I am new to the KNIME space (just installed on Friday) . I have a sdf file (see sample below) and I try to load into postgres database via rdkit cartridge. I tried
Read in note check “Extract Mol block” this will convert sdf file mol field to mol or mol2. Since I only has “mol” type in postgres so I select the ‘mol block’ as ‘mol’ type on KNIME side and create a column in type ‘mol’ on database side. It does not work.
Read in sdf file as type (Molfile) and set up ‘text’ type in postgres and it doesnot work either.
That’s a good question that I can, unfortunately, only start to answer.
The attached workflow shows how to read a file containing SMILES, convert those to RDKit molecules, and then add the SMILES and SDF as strings to a postgresql database.
What I don’t know how to do is to get KNIME to execute the appropriate queries to create a table with rdkit molecules based on that SDF, so I have to do those from the psql prompt:
knime_demo=# drop table if exists mols;
DROP TABLE
knime_demo=# select molregno,mol_from_ctab(sdf::cstring) into mols from raw_data;
SELECT 26
Once you’ve done that you can then query the mols table using the standard rdkit substructure/similiarty searches.
I will check with my colleagues to see if there’s a way to do this entirely inside of KNIME and update this reply if I find anything.
An update to that previous answer. With help from a colleague (thanks @tobias.koetter!) I managed to extend the workflow to actually create a table with RDKit molecules in the database.
I also added a few nodes showing how to do a substructure query and retrieve the results from the database as SDF
You can insert KNIME RDKit Molecules directly in an existing PostgreSQL table with a mol column (+ any other columns). You can simply create the table outside of KNIME. The assumption here being this is for “permanent storage” eg. the table is here to store molecules for a specific application long-term hence creating the table is a one-time effort.
The component internally uses a Python Script and hence it requires that Python is setup correctly inside KNIME and that said environment has rdkit and psycopg2 installed (the later is the python module for working with PostgreSQL). On top of this, due to not using KNIME DB Nodes and hence not having Credentials available, the DB Password needs to be entered into a String configuration in plain text. So one should take great care not to share workflows containing this Component without prior removing the password.
While the DB code for insertion is optimized and should work well for large amounts of data, due to above requirements/limitations the handling of this component is non-trivial.
This works much better and one can use the KNIME DB Nodes to select a RDKit molecule like this:
SELECT id, mol_to_pkl(mol) as "Molecule"
FROM test_structure
The important part being mol_to_pkl(mol).

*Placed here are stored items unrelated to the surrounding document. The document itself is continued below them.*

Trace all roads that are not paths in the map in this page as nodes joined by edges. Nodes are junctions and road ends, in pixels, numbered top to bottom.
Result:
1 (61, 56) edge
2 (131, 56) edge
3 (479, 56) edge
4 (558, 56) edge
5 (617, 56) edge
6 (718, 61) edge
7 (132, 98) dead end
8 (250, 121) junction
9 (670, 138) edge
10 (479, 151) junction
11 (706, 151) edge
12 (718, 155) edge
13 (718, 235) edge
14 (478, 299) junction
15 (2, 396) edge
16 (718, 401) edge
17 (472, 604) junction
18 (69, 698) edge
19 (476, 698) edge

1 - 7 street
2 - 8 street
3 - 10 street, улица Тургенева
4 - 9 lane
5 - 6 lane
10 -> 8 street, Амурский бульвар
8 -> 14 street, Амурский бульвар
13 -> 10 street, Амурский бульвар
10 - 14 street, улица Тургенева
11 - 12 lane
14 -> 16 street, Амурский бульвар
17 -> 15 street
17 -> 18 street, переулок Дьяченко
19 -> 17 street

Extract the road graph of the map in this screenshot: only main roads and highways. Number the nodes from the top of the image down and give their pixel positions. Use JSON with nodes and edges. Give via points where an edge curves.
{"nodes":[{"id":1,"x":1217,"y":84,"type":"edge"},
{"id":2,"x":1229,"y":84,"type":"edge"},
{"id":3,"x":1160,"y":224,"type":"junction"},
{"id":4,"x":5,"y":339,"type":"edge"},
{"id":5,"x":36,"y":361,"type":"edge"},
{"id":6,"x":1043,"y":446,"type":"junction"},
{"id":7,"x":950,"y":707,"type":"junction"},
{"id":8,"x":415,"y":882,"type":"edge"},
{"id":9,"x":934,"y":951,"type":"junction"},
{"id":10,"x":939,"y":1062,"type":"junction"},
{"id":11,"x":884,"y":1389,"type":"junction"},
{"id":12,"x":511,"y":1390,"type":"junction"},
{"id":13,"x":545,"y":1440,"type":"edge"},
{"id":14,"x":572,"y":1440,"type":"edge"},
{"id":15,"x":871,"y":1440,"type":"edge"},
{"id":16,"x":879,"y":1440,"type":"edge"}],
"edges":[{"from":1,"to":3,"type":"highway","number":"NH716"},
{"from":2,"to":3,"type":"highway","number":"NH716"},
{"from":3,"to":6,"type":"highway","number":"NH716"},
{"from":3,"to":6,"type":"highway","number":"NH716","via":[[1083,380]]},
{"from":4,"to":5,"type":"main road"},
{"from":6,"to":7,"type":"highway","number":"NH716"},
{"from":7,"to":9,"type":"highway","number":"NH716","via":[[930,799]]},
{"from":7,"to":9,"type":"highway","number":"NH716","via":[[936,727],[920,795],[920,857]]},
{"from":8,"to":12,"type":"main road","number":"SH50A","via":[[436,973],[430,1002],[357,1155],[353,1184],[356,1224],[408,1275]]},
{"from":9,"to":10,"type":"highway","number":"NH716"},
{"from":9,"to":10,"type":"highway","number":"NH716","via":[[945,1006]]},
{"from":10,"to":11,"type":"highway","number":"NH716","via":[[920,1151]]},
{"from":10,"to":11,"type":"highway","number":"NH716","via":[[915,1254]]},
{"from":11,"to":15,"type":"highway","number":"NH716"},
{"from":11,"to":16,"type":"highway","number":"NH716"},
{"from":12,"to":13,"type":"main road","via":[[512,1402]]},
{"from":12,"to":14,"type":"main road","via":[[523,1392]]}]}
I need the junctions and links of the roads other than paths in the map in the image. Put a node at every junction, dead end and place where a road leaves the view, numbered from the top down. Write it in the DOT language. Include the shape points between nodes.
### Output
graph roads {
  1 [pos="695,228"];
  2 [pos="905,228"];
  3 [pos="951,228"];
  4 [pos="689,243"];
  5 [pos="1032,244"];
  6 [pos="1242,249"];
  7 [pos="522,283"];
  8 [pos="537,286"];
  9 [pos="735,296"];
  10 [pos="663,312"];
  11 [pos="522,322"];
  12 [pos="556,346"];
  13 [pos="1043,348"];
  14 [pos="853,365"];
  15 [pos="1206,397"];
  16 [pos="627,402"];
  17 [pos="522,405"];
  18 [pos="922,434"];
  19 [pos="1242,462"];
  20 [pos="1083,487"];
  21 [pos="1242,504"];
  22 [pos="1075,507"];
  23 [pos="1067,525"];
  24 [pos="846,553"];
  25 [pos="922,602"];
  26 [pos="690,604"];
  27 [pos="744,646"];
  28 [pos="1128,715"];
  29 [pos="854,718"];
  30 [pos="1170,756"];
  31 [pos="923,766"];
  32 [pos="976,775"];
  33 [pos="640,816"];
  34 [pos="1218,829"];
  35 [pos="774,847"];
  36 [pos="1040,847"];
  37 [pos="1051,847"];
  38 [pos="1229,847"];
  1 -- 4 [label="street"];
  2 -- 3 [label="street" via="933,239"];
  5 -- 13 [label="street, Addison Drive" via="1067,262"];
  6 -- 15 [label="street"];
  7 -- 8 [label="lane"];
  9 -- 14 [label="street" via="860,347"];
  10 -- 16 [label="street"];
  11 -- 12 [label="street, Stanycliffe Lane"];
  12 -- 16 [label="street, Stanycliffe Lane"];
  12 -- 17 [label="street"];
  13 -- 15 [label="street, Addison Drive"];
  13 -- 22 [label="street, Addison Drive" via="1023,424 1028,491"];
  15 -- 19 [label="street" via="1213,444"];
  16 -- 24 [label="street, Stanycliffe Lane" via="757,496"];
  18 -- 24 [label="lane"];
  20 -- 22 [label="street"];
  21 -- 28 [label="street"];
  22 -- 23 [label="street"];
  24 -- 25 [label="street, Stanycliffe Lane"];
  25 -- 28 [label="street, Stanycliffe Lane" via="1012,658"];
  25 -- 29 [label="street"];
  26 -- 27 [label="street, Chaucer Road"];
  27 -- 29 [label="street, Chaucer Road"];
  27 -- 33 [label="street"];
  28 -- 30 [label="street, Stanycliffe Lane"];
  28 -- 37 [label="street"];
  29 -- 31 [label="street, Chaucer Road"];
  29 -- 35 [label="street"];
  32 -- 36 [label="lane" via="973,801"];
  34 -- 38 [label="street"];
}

This will return the RDKit molecule into a KNIME Binary Object. The binary object can then be converted directly to a RDKit molecule with the linked component.
This prevents form converting the molecule back and forth to mol/smiles and is very fast even for tens or hundreds of thousand of molecules.
What I forgot to write above is that another option to use KNIME nodes is similar to suggested solution but instead of having a “raw_table” for loading one can just add a text column to which you insert either smiles or molfile (if orientation is important obviously molfile). Then add a trigger to the table that converts the text data into RDKit molecule into the mol column.
Here the advantage is, that this works for any other connecting applications as no chemical/rdkit knowledge is needed.
Generate Trigger Function (adjust accordingly)
create function generate_rdkit_mol() returns trigger
language plpgsql
as
$$
BEGIN
new.rdkit_mol := public.mol_from_smiles(new.smiles::cstring);
RETURN NEW;
END;
$$;
Generate Trigger on table
create trigger trg_generate_rdmol
before insert or update
on test_structure
for each row
when (new.smiles IS NOT NULL)
execute procedure generate_rdkit_mol();
WHat is the molfile data type in postgres or how to convert molfile to string so I can save it as text in postgres? I try to load molfile and knime give a type error.
If you are replying to my post about triggers, then it’s a bog standard text column. Eg. your table then needs a text column and mol column (rdkit molecule column). You insert into the text column from knime and the trigger generates the rdkit molecule in the database. Obviously for molfile you need to adjust above trigger as the example uses smiles.
@kienerj when you use sdf reader node to read in a sdf file the molfile block is multiple line string (type : molfile) when I try to use DB loader load to postgres (cloumn type txt) . I got an error:
Thank you for the input. I have a large file so I may run a bash job after load all moifile instead trigger. It is nice to learn how to add trigger to db.
Ah, yes that is another issue. you need to convert the column containing the molfile into a string column. one option is to use string manipulation with string() function.